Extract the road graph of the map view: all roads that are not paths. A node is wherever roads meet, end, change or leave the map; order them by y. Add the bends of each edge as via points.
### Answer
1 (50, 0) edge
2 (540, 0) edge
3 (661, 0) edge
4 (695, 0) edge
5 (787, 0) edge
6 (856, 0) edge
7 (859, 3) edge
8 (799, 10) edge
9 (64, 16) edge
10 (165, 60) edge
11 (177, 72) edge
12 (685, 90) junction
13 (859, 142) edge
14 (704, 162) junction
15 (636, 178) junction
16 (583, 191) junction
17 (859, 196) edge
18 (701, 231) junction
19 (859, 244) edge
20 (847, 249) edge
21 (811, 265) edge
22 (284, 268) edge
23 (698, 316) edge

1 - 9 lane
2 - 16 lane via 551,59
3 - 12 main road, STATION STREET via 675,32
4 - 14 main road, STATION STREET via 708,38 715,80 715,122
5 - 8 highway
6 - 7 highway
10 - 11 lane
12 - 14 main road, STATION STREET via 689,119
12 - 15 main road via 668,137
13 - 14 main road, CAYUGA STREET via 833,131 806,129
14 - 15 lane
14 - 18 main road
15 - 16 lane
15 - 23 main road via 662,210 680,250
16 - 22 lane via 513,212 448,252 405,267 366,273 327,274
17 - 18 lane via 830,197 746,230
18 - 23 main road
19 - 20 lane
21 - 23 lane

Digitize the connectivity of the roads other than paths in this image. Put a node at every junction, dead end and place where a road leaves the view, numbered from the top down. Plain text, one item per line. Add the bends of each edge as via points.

====

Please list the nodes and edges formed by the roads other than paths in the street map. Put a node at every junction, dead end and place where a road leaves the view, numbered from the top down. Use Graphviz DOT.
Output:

====

WORK ORDER> If the word "other" appears in a line above, copy that line.

PROBLEM SOLUTION>
Digitize the connectivity of the roads other than paths in this image. Put a node at every junction, dead end and place where a road leaves the view, numbered from the top down. Plain text, one item per line. Add the bends of each edge as via points.
Please list the nodes and edges formed by the roads other than paths in the street map. Put a node at every junction, dead end and place where a road leaves the view, numbered from the top down. Use Graphviz DOT.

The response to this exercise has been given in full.